§ **PROMPT**: Please print every record that follows, keeping each one exactly as it is.

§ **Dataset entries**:

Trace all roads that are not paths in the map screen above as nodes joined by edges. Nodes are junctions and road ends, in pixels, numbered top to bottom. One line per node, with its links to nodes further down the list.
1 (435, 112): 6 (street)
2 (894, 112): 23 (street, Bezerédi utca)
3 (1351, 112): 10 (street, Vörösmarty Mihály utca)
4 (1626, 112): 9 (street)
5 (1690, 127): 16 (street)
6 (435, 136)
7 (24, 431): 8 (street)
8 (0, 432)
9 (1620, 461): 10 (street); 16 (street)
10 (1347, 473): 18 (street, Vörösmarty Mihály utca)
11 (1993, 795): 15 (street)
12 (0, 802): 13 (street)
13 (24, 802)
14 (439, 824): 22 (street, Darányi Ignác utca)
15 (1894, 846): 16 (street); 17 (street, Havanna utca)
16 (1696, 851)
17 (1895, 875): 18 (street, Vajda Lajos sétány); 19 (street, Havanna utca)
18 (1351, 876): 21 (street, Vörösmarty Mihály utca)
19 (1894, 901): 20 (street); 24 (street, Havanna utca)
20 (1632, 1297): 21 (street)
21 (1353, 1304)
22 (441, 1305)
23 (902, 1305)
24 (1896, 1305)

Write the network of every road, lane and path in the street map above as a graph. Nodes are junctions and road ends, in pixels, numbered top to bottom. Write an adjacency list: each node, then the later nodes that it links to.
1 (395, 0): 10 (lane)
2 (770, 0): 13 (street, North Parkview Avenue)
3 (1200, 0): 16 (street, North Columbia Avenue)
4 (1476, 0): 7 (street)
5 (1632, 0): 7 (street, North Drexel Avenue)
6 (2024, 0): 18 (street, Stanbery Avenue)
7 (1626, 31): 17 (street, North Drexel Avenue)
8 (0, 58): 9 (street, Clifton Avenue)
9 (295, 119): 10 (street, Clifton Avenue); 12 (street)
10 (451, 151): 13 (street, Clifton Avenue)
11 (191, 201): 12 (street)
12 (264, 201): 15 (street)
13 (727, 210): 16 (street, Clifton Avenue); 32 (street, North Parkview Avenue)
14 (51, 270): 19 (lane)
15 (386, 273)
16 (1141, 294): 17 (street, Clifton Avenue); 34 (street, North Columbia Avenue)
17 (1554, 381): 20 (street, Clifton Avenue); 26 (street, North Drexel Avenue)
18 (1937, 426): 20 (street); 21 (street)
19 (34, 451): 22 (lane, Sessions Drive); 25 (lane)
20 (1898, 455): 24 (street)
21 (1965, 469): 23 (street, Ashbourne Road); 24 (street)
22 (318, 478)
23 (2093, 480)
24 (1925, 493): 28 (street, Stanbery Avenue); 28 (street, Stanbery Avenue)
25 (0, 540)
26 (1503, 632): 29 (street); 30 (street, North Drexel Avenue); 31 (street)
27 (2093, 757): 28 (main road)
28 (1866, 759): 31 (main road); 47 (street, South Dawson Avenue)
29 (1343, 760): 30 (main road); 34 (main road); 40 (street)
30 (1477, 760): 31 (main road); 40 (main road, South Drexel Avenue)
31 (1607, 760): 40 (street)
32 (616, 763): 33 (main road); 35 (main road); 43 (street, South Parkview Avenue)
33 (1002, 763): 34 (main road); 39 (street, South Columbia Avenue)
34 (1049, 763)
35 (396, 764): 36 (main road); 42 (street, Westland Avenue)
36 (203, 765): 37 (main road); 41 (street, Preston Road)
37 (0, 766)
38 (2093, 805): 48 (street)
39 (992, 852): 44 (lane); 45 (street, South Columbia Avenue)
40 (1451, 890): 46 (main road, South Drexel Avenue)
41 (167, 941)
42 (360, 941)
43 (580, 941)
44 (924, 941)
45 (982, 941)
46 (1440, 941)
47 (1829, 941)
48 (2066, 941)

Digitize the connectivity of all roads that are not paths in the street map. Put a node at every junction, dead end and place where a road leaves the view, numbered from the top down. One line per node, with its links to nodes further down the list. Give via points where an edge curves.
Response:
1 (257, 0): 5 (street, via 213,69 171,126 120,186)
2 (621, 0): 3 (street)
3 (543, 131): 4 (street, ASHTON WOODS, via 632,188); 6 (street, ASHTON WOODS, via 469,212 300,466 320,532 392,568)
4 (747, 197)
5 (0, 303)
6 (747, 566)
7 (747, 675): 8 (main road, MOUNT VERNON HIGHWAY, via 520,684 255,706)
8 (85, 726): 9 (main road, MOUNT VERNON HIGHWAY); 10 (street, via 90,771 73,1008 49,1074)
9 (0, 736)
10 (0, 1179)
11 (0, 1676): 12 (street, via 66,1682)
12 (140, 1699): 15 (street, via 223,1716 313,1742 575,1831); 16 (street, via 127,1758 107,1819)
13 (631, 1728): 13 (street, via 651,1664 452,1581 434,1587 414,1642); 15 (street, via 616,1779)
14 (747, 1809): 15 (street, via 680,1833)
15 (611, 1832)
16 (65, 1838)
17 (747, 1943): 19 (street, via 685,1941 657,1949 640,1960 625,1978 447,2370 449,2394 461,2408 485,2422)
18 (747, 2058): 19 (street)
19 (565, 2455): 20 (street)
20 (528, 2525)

§ **COMPLETED EXERCISE**:
Trace all roads that are not paths in the map screen above as nodes joined by edges. Nodes are junctions and road ends, in pixels, numbered top to bottom. One line per node, with its links to nodes further down the list.
1 (435, 112): 6 (street)
2 (894, 112): 23 (street, Bezerédi utca)
3 (1351, 112): 10 (street, Vörösmarty Mihály utca)
4 (1626, 112): 9 (street)
5 (1690, 127): 16 (street)
6 (435, 136)
7 (24, 431): 8 (street)
8 (0, 432)
9 (1620, 461): 10 (street); 16 (street)
10 (1347, 473): 18 (street, Vörösmarty Mihály utca)
11 (1993, 795): 15 (street)
12 (0, 802): 13 (street)
13 (24, 802)
14 (439, 824): 22 (street, Darányi Ignác utca)
15 (1894, 846): 16 (street); 17 (street, Havanna utca)
16 (1696, 851)
17 (1895, 875): 18 (street, Vajda Lajos sétány); 19 (street, Havanna utca)
18 (1351, 876): 21 (street, Vörösmarty Mihály utca)
19 (1894, 901): 20 (street); 24 (street, Havanna utca)
20 (1632, 1297): 21 (street)
21 (1353, 1304)
22 (441, 1305)
23 (902, 1305)
24 (1896, 1305)

Write the network of every road, lane and path in the street map above as a graph. Nodes are junctions and road ends, in pixels, numbered top to bottom. Write an adjacency list: each node, then the later nodes that it links to.
1 (395, 0): 10 (lane)
2 (770, 0): 13 (street, North Parkview Avenue)
3 (1200, 0): 16 (street, North Columbia Avenue)
4 (1476, 0): 7 (street)
5 (1632, 0): 7 (street, North Drexel Avenue)
6 (2024, 0): 18 (street, Stanbery Avenue)
7 (1626, 31): 17 (street, North Drexel Avenue)
8 (0, 58): 9 (street, Clifton Avenue)
9 (295, 119): 10 (street, Clifton Avenue); 12 (street)
10 (451, 151): 13 (street, Clifton Avenue)
11 (191, 201): 12 (street)
12 (264, 201): 15 (street)
13 (727, 210): 16 (street, Clifton Avenue); 32 (street, North Parkview Avenue)
14 (51, 270): 19 (lane)
15 (386, 273)
16 (1141, 294): 17 (street, Clifton Avenue); 34 (street, North Columbia Avenue)
17 (1554, 381): 20 (street, Clifton Avenue); 26 (street, North Drexel Avenue)
18 (1937, 426): 20 (street); 21 (street)
19 (34, 451): 22 (lane, Sessions Drive); 25 (lane)
20 (1898, 455): 24 (street)
21 (1965, 469): 23 (street, Ashbourne Road); 24 (street)
22 (318, 478)
23 (2093, 480)
24 (1925, 493): 28 (street, Stanbery Avenue); 28 (street, Stanbery Avenue)
25 (0, 540)
26 (1503, 632): 29 (street); 30 (street, North Drexel Avenue); 31 (street)
27 (2093, 757): 28 (main road)
28 (1866, 759): 31 (main road); 47 (street, South Dawson Avenue)
29 (1343, 760): 30 (main road); 34 (main road); 40 (street)
30 (1477, 760): 31 (main road); 40 (main road, South Drexel Avenue)
31 (1607, 760): 40 (street)
32 (616, 763): 33 (main road); 35 (main road); 43 (street, South Parkview Avenue)
33 (1002, 763): 34 (main road); 39 (street, South Columbia Avenue)
34 (1049, 763)
35 (396, 764): 36 (main road); 42 (street, Westland Avenue)
36 (203, 765): 37 (main road); 41 (street, Preston Road)
37 (0, 766)
38 (2093, 805): 48 (street)
39 (992, 852): 44 (lane); 45 (street, South Columbia Avenue)
40 (1451, 890): 46 (main road, South Drexel Avenue)
41 (167, 941)
42 (360, 941)
43 (580, 941)
44 (924, 941)
45 (982, 941)
46 (1440, 941)
47 (1829, 941)
48 (2066, 941)

Digitize the connectivity of all roads that are not paths in the street map. Put a node at every junction, dead end and place where a road leaves the view, numbered from the top down. One line per node, with its links to nodes further down the list. Give via points where an edge curves.
Response:
1 (257, 0): 5 (street, via 213,69 171,126 120,186)
2 (621, 0): 3 (street)
3 (543, 131): 4 (street, ASHTON WOODS, via 632,188); 6 (street, ASHTON WOODS, via 469,212 300,466 320,532 392,568)
4 (747, 197)
5 (0, 303)
6 (747, 566)
7 (747, 675): 8 (main road, MOUNT VERNON HIGHWAY, via 520,684 255,706)
8 (85, 726): 9 (main road, MOUNT VERNON HIGHWAY); 10 (street, via 90,771 73,1008 49,1074)
9 (0, 736)
10 (0, 1179)
11 (0, 1676): 12 (street, via 66,1682)
12 (140, 1699): 15 (street, via 223,1716 313,1742 575,1831); 16 (street, via 127,1758 107,1819)
13 (631, 1728): 13 (street, via 651,1664 452,1581 434,1587 414,1642); 15 (street, via 616,1779)
14 (747, 1809): 15 (street, via 680,1833)
15 (611, 1832)
16 (65, 1838)
17 (747, 1943): 19 (street, via 685,1941 657,1949 640,1960 625,1978 447,2370 449,2394 461,2408 485,2422)
18 (747, 2058): 19 (street)
19 (565, 2455): 20 (street)
20 (528, 2525)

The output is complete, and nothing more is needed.